<<<<
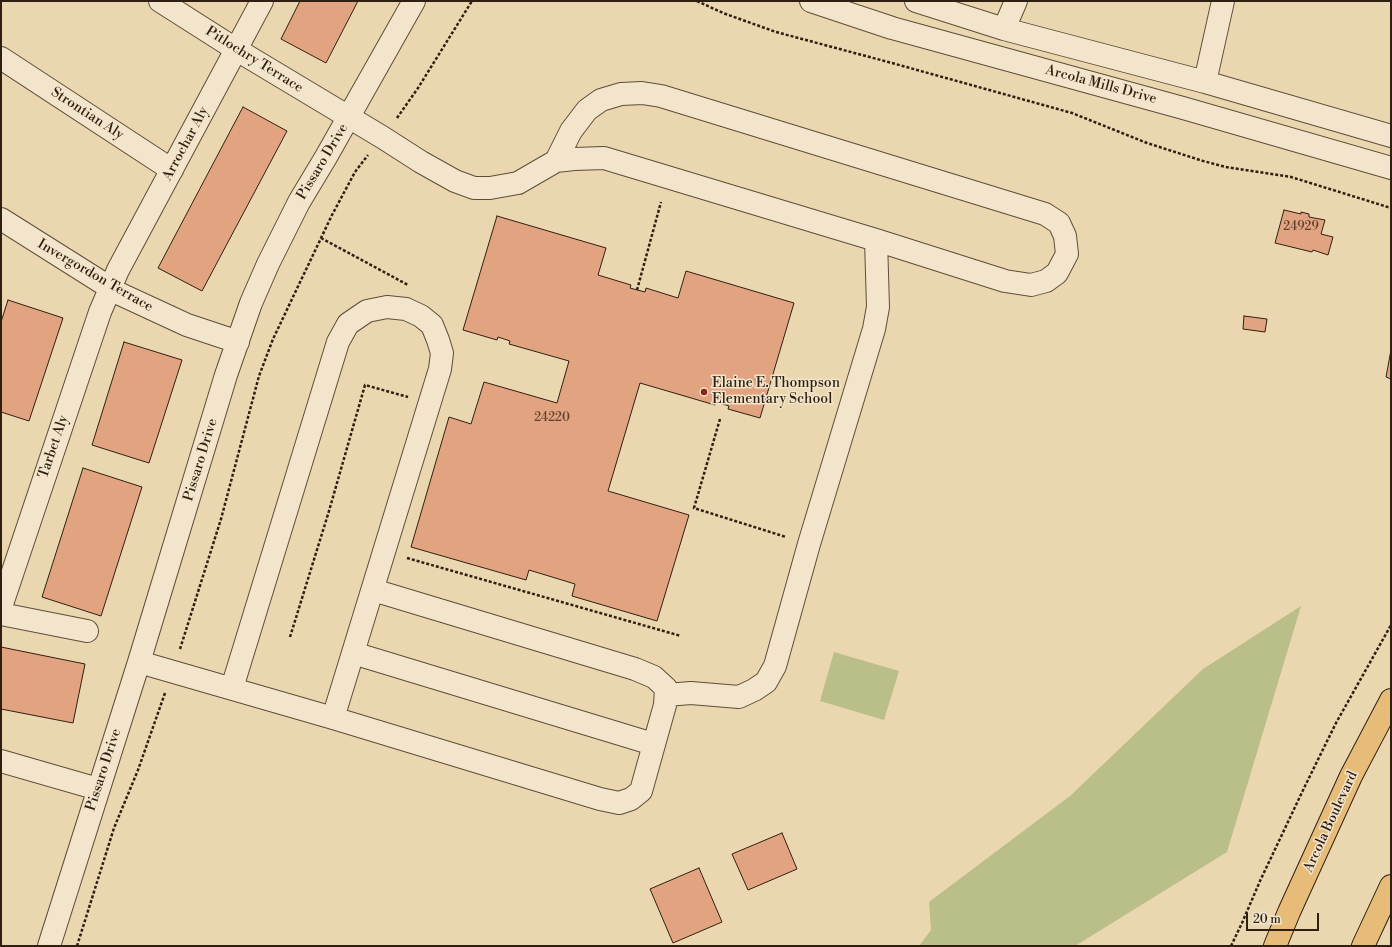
<!DOCTYPE html>
<html>
<head>
<meta charset="utf-8">
<style>
  body { margin:0 }
  #map { position:relative; width:1392px; height:947px; overflow:hidden; background:#ebd7af; font-family:"Libre Bodoni",serif }
  canvas { display:block }
  .frame { position:absolute; inset:0; border:2px solid #2f1f11; pointer-events:none }
  .scale { position:absolute; left:1246px; top:913px; width:73px; height:18px; box-sizing:border-box; border:2px solid #2f1f11; border-top:0; padding-left:5px; font-size:12px; line-height:14px; white-space:nowrap; color:#2f1f11; -webkit-text-stroke:3px #f2e5cb; paint-order:stroke }
</style>
</head>
<body>
<div id="map">
<canvas width="1392" height="947"></canvas>
<div class="frame"></div>
<div class="scale">20 m</div>
</div>
<script>
const ctx = document.querySelector('canvas').getContext('2d');
ctx.lineJoin = 'round';
function fillPath(path, color) { ctx.fillStyle = color; ctx.fill(path, 'evenodd'); }
const shape = rows => new Path2D(rows.map(r => 'M' + r).join(''));
function trace(path, color, width, dash) { ctx.strokeStyle = color; ctx.lineWidth = width; ctx.lineCap = dash ? 'butt' : 'round'; ctx.setLineDash(dash || []); ctx.stroke(path); }
function label(font, color, halo, rows, align = 'center') {
  ctx.font = font + ' "Libre Bodoni",serif'; ctx.lineWidth = 3; ctx.setLineDash([]); ctx.textBaseline = 'middle'; ctx.strokeStyle = halo; ctx.fillStyle = color; for (const [text, x, y, turn = 0] of rows) {
    ctx.save(); ctx.translate(x, y); ctx.rotate((+turn || 0) * Math.PI / 180); ctx.textAlign = isNaN(turn) ? turn : align; if (halo) ctx.strokeText(text, 0, 0); ctx.fillText(text, 0, 0); ctx.restore();
  }
}
fillPath(shape([
  [1301,606,1227,852,1075,946,919,946,931,930,929,902,1070,796,1203,669],
  [834,652,899,671,884,720,820,701]
]), '#babe89');
const building = shape([
  [300,1,358,1,326,63,281,39,300,1],
  [243,107,287,131,202,291,158,268,243,107],
  [1284,210,1301,214,1301,212,1309,214,1309,217,1325,220,1321,234,1333,237,1328,255,1313,250,1312,252,1275,243,1284,210],
  [497,216,606,248,598,275,631,285,630,288,645,292,646,288,678,298,686,271,794,303,760,418,728,409,729,406,716,402,715,405,640,383,608,491,689,515,657,621,572,596,575,584,529,570,526,580,411,547,449,417,471,424,484,382,557,403,569,361,509,344,510,341,498,337,497,340,463,330,497,216],
  [8,300,63,318,29,421,1,412,1,322,8,300],
  [1244,316,1267,319,1265,332,1243,329,1244,316],
  [124,342,182,360,149,463,92,445,124,342],
  [1391,350,1391,379,1386,377,1391,350],
  [83,468,142,487,101,616,42,597,83,468],
  [1,647,85,664,73,723,1,709,1,647],
  [782,833,797,869,748,890,732,854,782,833],
  [699,868,722,922,673,943,650,889,699,868]
]);
fillPath(building, '#e2a480');
trace(building, '#2f1f11', 1);
const minor = shape([
  [160,1,237,50,382,137,421,162,455,181,474,188,490,188,518,183,556,161,574,159,604,158,876,240,1005,281,1031,285,1046,281,1057,273,1067,254,1065,236,1059,223,1045,214,661,96,642,93,621,94,601,100,587,110,571,131,556,161],
  [811,1,892,28,1183,108,1391,168],
  [916,1,1004,29,1205,82,1391,136],
  [1004,29,1016,1],
  [1,58,172,170],
  [1205,82,1223,1],
  [1,219,120,294,187,325,238,342],
  [1,607,100,312,118,270,262,1],
  [1,614,87,631],
  [353,653,653,744],
  [139,662,333,718,600,799,619,803,631,799,641,791,665,705,666,688,654,677,635,669,373,590],
  [232,688,338,342,348,324,367,311,387,307,406,309,421,316,432,325,438,340,442,353,440,369,333,718],
  [666,695,691,693,739,697,754,690,766,682,775,666,809,544,874,329,878,307,876,240],
  [1,761,98,789],
  [49,946,139,662,226,375,251,303,268,264,299,202,326,157,414,1]
]);
const major = shape([
  [1275,946,1289,912,1351,776,1391,700],
  [1363,946,1391,886]
]);
trace(minor, '#5e4d38', 24);
trace(major, '#2f1f11', 24);
trace(shape([
  [697,1,723,13,776,32,892,63,1072,113,1147,143,1203,161,1226,167,1291,177,1391,208],
  [397,118,418,88,472,1],
  [321,238,408,285],
  [637,290,661,202],
  [720,419,694,508,786,537],
  [407,558,681,636],
  [290,637,329,511,365,385,408,397],
  [180,649,221,519,259,376,273,339,332,215,355,172,368,155],
  [77,946,114,828,138,770,165,693],
  [1231,946,1242,923,1260,881,1305,786,1336,723,1391,625]
]), '#2f1f11', 2.5, [3, 2]);
trace(minor, '#f2e5cb', 22);
trace(major, '#e6bc78', 22);
for (const [x, y, r, color] of [
  [704,392,4,"#8f2418"]
]) { const dot = new Path2D(); dot.arc(x, y, r, 0, 2 * Math.PI); ctx.fillStyle = color; ctx.fill(dot); trace(dot, '#f2e5cb', 1.5); }
label('12px', '#5c402d', null, [
  ["24929",1301,227],
  ["24220",552,418]
]);
label('14px', '#2f1f11', '#f2e5cb', [
  ["Pitlochry Terrace",254,60,32],
  ["Arcola Mills Drive",1101,85,15],
  ["Strontian Aly",87,114,33],
  ["Arrochar Aly",186,144,-62],
  ["Pissaro Drive",323,162,-59],
  ["Invergordon Terrace",95,276,30],
  ["Tarbet Aly",54,447,-71],
  ["Pissaro Drive",201,460,-73],
  ["Pissaro Drive",104,770,-72],
  ["Arcola Boulevard",1331,822,-65]
]);
label('14px', '#2f1f11', '#f2e5cb', [
  ["Elaine E. Thompson",712,384],
  ["Elementary School",712,400]
], 'left');
</script>
</body>
</html>
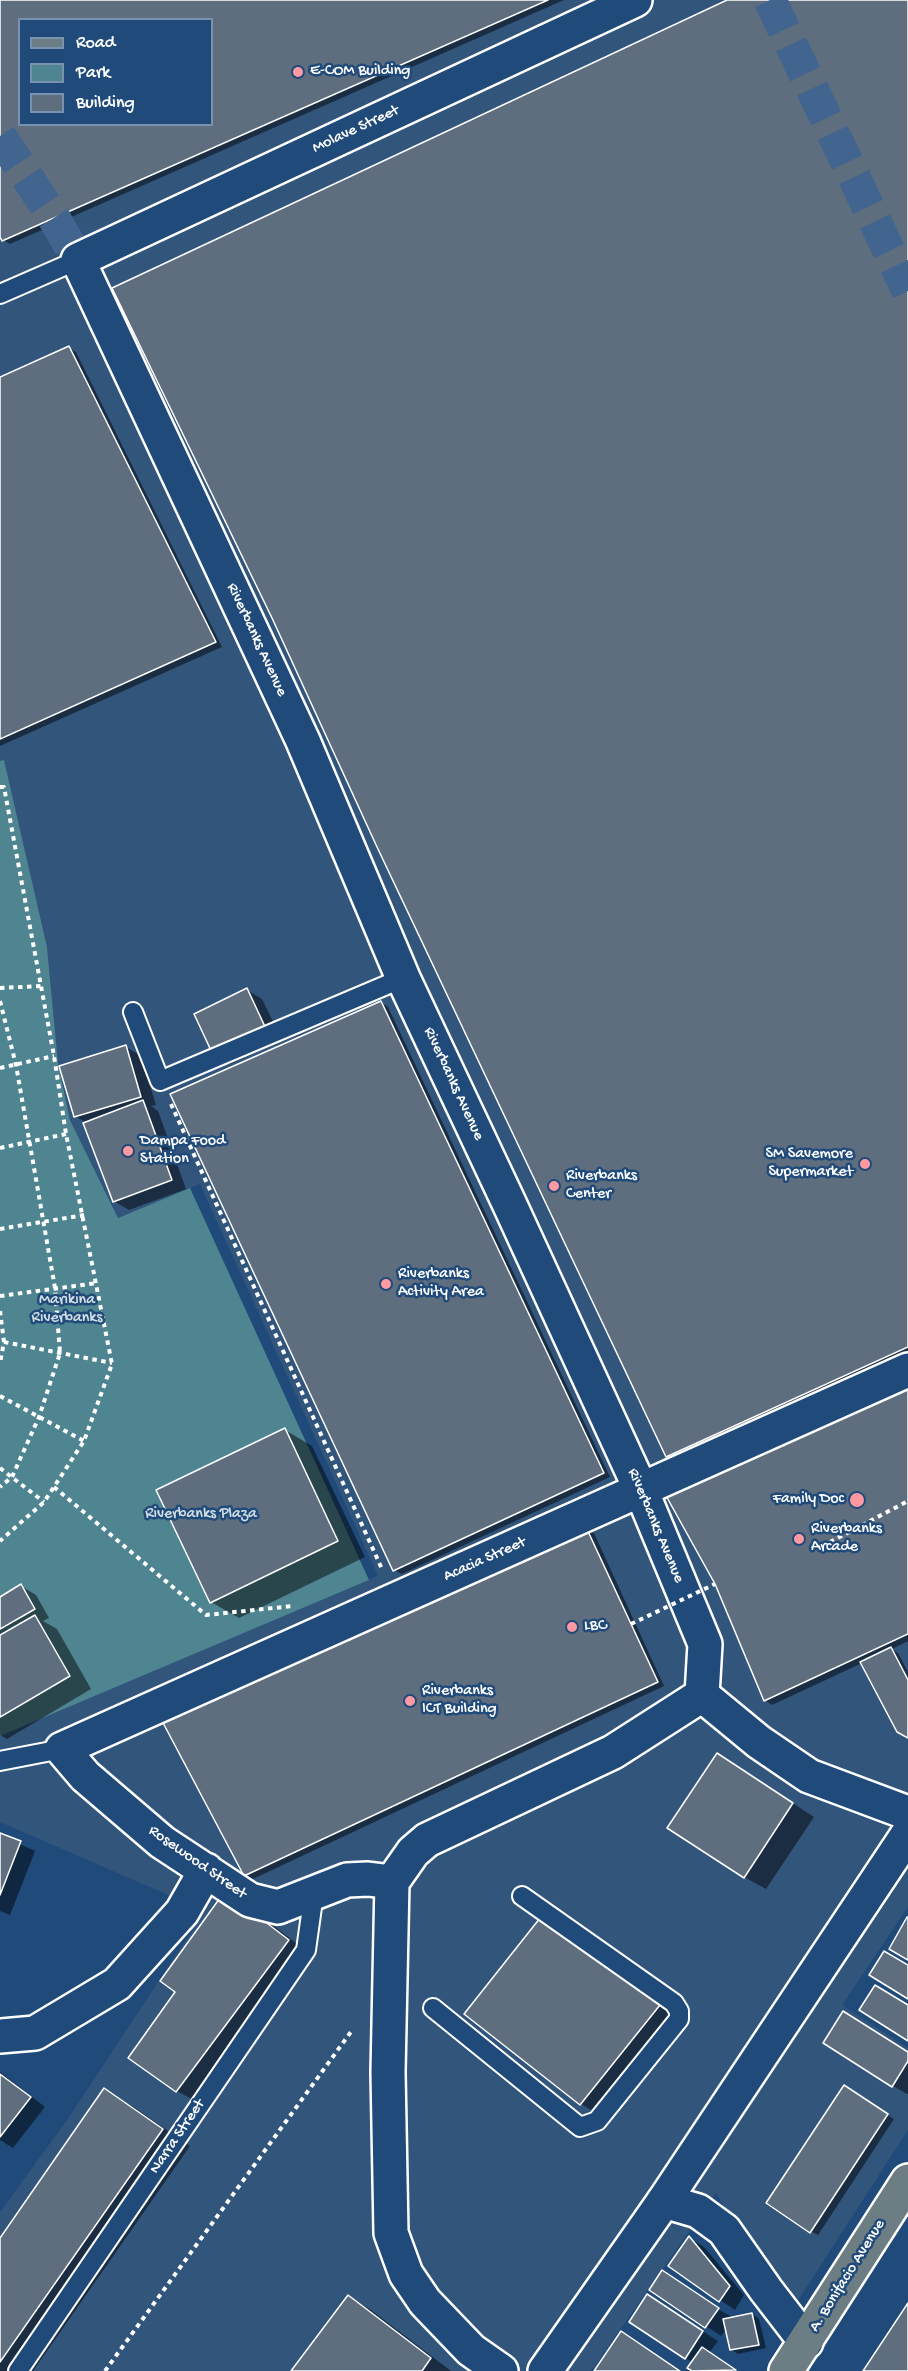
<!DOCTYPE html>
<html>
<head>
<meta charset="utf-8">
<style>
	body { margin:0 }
	#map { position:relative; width:908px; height:2371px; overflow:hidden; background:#1f4a7a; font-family:"Gochi Hand",sans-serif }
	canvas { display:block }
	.legend { position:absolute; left:18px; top:18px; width:195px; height:108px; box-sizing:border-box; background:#1f4a7a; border:2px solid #7992af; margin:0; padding:8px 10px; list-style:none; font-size:18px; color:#fff }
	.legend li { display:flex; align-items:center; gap:12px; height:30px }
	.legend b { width:30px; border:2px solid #7992af }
</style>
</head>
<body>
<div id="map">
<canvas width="908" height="2371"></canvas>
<ul class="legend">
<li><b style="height:8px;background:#6d7d84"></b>Road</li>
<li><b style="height:16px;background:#4f8491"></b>Park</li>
<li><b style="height:16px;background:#5f6e7f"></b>Building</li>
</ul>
</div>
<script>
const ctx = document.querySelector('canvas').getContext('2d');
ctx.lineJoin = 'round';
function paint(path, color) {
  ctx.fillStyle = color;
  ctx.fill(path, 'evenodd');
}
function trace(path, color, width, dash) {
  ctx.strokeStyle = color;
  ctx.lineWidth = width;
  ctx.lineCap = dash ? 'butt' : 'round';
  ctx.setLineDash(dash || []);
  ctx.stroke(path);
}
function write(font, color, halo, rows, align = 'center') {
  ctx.font = font + ' "Gochi Hand",sans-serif';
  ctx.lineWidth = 5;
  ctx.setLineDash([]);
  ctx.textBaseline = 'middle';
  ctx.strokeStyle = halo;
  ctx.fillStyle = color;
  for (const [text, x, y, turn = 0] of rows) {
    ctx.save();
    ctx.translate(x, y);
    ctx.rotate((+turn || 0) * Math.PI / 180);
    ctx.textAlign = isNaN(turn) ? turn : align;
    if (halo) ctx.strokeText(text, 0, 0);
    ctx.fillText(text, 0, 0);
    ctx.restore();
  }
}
const built = new Path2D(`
	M0,0H908V1907L842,2005L908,2048V2130L788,2316L716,2193L591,2371H0V2212L67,2120L205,1911L0,1822V1736L378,1576L200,1184L118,1218L70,1120L58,1063L47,947L4,761H0ZM20,20H212V124H20Z`);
const green = new Path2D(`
	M4,760L47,947L58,1063L70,1120L118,1218L190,1188L369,1580L0,1736V761Z`);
const shadow = new Path2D(`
	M0,0H564L10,244L3,240L0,233ZM20,20H212V124H20Z
	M730,0H908V1355L674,1460L667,1456L273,617Z
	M69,348L76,352L222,647L0,746V378Z
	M247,990L262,999L282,1040L230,1064L215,1056Z
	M381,1003L388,1007L610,1477L402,1574L394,1570Z
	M126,1047L141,1056L156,1105L151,1106L158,1111L186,1189L129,1210L114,1201L87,1123L75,1116Z
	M908,1385V1641L892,1649L898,1653L908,1672V1736L862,1663L772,1705L765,1700Z
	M285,1430L312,1446L365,1557L239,1618L211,1602Z
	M586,1529L594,1533L664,1686L253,1879L245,1874Z
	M21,1586L36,1595L49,1618L43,1621L57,1629L91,1689L7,1739L0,1735V1598Z
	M739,1768L814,1817L766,1889L744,1877Z
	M0,1835L35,1851L10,1915L0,1911Z
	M247,1905L310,1954L199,2103L177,2091L130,2057Z
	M544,1915L681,2018L603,2117L581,2104L466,2014Z
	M908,2053V2094H907L893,2086Z
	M0,2072L45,2107L13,2148L0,2140Z
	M105,2090L132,2106L190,2146L33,2371H0V2240Z
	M851,2091L894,2119L818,2235L810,2231Z
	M689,2238L704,2247L744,2295L735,2310L670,2266Z
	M663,2272L713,2304L712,2306L734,2318L752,2314L759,2319L766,2348L738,2354L731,2349L727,2328L721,2336L651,2289Z
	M648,2296L718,2341L709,2353L735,2371H694L689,2367L693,2362L685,2358Z
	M349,2297L371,2310L451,2371H293Z`);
const building = new Path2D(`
	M0,0H548L2,241L0,237ZM20,20H212V124H20Z
	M727,0H908V1347L666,1457L377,847L272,618L112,288Z
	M69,346L216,642L0,739V377Z
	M247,988L267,1031L214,1057L194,1014Z
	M381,1001L604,1473L393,1571L170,1094Z
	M126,1045L141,1097L74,1117L59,1066Z
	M143,1100L172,1180L113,1202L83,1123Z
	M908,1383V1634L764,1701L715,1584L665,1494Z
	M285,1428L338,1541L210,1603L156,1490Z
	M586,1527L658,1682L244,1876L161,1719Z
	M21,1584L35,1609L0,1629V1597Z
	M35,1615L70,1676L0,1717V1635Z
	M891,1647L908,1680V1738L897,1732L860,1662Z
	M717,1753L793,1803L744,1878L667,1828Z
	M0,1833L21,1841L0,1895Z
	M225,1891L289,1940L176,2092L128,2058L175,1992L160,1981Z
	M544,1913L660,2005L580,2105L464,2014Z
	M907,1917H908V1960L889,1949Z
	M884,1951L908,1965V1999L869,1975Z
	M875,1985L908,2005V2041L859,2010Z
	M843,2011L908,2052V2061L892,2087L823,2043Z
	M0,2074L31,2097L0,2137Z
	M844,2085L888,2114L810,2233L766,2203Z
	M104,2088L163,2129L0,2362V2238Z
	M689,2236L730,2286L719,2302L668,2266Z
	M662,2270L719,2308L705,2328L649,2290Z
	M647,2294L703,2331L685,2359L629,2322Z
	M348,2295L431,2358L422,2371H291Z
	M908,2303V2371H863Z
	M752,2313L759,2345L730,2350L723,2319Z
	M621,2331L680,2371H594Z
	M702,2347L736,2370L692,2371L687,2368Z`);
const secondaryTunnel = new Path2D(`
	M770,0L908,291
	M0,136L54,218L78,260`);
const path = new Path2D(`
	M0,787H4L54,1056L66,1134L112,1364L84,1441L44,1502L0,1541
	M0,988L41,986
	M0,1001L16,1065L55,1288L60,1353L39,1417L12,1477L0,1487
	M0,1068L54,1056
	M171,1104L382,1569
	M0,1148L66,1134
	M0,1229L84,1215
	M0,1296L97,1283
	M0,1311L4,1342L0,1363
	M4,1342L112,1363
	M0,1396L84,1441
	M0,1468L44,1502
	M54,1487L206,1615L293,1606
	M830,1542L908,1501
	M105,2371L353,2029`);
const lane = new Path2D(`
	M0,294L78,260
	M133,1012L160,1081L403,978
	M0,1761L62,1749
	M433,2008L580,2127L597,2121L679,2019V2011L674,2003L522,1896
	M18,2371L306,1950L314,1893`);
const street = new Path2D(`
	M702,1695L759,1742L809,1776L908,1813
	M392,1882L368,1879L347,1880L278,1907L250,1900L162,1842L85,1776L62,1749L908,1370
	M0,2036L35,2033L117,1984L182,1912L206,1870
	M664,2201L908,1834`);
const secondary = new Path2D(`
	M501,2371L471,2350L425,2302L406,2274L391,2233L388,2072L392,1882L413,1852L427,1840L613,1752L702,1695L705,1644L641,1490L509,1203L403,978L303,741L78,260L635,0
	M545,2371L664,2201L698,2211L724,2230L766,2290L806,2342`);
const primary = new Path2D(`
	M786,2371L908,2181`);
const pathBridge = new Path2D(`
	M631,1624L715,1584`);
const markers = [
	[298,72,6,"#ff9aa2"],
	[128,1151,6,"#ff9aa2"],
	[865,1164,6,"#ff9aa2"],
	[554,1186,6,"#ff9aa2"],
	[386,1284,6,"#ff9aa2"],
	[857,1500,8,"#ff9aa2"],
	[799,1539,6,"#ff9aa2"],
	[572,1627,6,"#ff9aa2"],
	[410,1701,6,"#ff9aa2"]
];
const poiNames = [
	["E-COM Building",310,72],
	["Dampa Food",140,1142],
	["Station",140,1160],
	["SM Savemore",853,1155,"right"],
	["Supermarket",853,1173,"right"],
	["Riverbanks",566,1177],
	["Center",566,1195],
	["Riverbanks",398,1275],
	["Activity Area",398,1293],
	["Family Doc",844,1500,"right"],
	["Riverbanks",811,1530],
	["Arcade",811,1548],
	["LBC",584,1627],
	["Riverbanks",422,1692],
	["ICT Building",422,1710]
];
const streetNames = [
	["Molave Street",356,130,-25],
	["Riverbanks Avenue",256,640,65],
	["Riverbanks Avenue",453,1084,65],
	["Riverbanks Avenue",655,1526,67],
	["Acacia Street",485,1560,-24],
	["Rosewood Street",197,1863,35],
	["Narra Street",178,2137,-56],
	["A. Bonifacio Avenue",848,2276,-58]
];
const parkNames = [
	["Marikina",67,1301],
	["Riverbanks",67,1319],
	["Riverbanks Plaza",201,1515]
];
paint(built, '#32557c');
paint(green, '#4f8491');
paint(shadow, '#0007');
paint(building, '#5f6e7f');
trace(building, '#fff', 1.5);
trace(secondaryTunnel, '#41658e', 33, [33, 16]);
trace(lane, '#fff', 22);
trace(street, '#fff', 38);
trace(secondary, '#fff', 38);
trace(primary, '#fff', 38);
trace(path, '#fff', 4, [4.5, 4.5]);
trace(lane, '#1f4a7a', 18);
trace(street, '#1f4a7a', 33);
trace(secondary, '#1f4a7a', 33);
trace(primary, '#6d7d84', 33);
trace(pathBridge, '#fff', 4, [4.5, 4.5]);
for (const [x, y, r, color] of markers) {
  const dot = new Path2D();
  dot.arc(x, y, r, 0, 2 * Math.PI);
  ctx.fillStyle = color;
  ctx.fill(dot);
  trace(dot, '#1f4a7a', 2);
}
write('16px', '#fff', '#1f4a7a', poiNames, 'left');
write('16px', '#fff', '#1f4a7a', streetNames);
write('16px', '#d3e0e4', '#1f4a7a', parkNames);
</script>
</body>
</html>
>>>>
INSTRUCTIONS FOR THE TASK:
Within the material above, copy exactly the lines from the line that holds "M0,0H564L10,244L3,240L0,233ZM20,20H212V124H20Z" up to and including the line that holds "M544,1913L660,2005L580,2105L464,2014Z".

ANSWER AREA:
	M0,0H564L10,244L3,240L0,233ZM20,20H212V124H20Z
	M730,0H908V1355L674,1460L667,1456L273,617Z
	M69,348L76,352L222,647L0,746V378Z
	M247,990L262,999L282,1040L230,1064L215,1056Z
	M381,1003L388,1007L610,1477L402,1574L394,1570Z
	M126,1047L141,1056L156,1105L151,1106L158,1111L186,1189L129,1210L114,1201L87,1123L75,1116Z
	M908,1385V1641L892,1649L898,1653L908,1672V1736L862,1663L772,1705L765,1700Z
	M285,1430L312,1446L365,1557L239,1618L211,1602Z
	M586,1529L594,1533L664,1686L253,1879L245,1874Z
	M21,1586L36,1595L49,1618L43,1621L57,1629L91,1689L7,1739L0,1735V1598Z
	M739,1768L814,1817L766,1889L744,1877Z
	M0,1835L35,1851L10,1915L0,1911Z
	M247,1905L310,1954L199,2103L177,2091L130,2057Z
	M544,1915L681,2018L603,2117L581,2104L466,2014Z
	M908,2053V2094H907L893,2086Z
	M0,2072L45,2107L13,2148L0,2140Z
	M105,2090L132,2106L190,2146L33,2371H0V2240Z
	M851,2091L894,2119L818,2235L810,2231Z
	M689,2238L704,2247L744,2295L735,2310L670,2266Z
	M663,2272L713,2304L712,2306L734,2318L752,2314L759,2319L766,2348L738,2354L731,2349L727,2328L721,2336L651,2289Z
	M648,2296L718,2341L709,2353L735,2371H694L689,2367L693,2362L685,2358Z
	M349,2297L371,2310L451,2371H293Z`);
const building = new Path2D(`
	M0,0H548L2,241L0,237ZM20,20H212V124H20Z
	M727,0H908V1347L666,1457L377,847L272,618L112,288Z
	M69,346L216,642L0,739V377Z
	M247,988L267,1031L214,1057L194,1014Z
	M381,1001L604,1473L393,1571L170,1094Z
	M126,1045L141,1097L74,1117L59,1066Z
	M143,1100L172,1180L113,1202L83,1123Z
	M908,1383V1634L764,1701L715,1584L665,1494Z
	M285,1428L338,1541L210,1603L156,1490Z
	M586,1527L658,1682L244,1876L161,1719Z
	M21,1584L35,1609L0,1629V1597Z
	M35,1615L70,1676L0,1717V1635Z
	M891,1647L908,1680V1738L897,1732L860,1662Z
	M717,1753L793,1803L744,1878L667,1828Z
	M0,1833L21,1841L0,1895Z
	M225,1891L289,1940L176,2092L128,2058L175,1992L160,1981Z
	M544,1913L660,2005L580,2105L464,2014Z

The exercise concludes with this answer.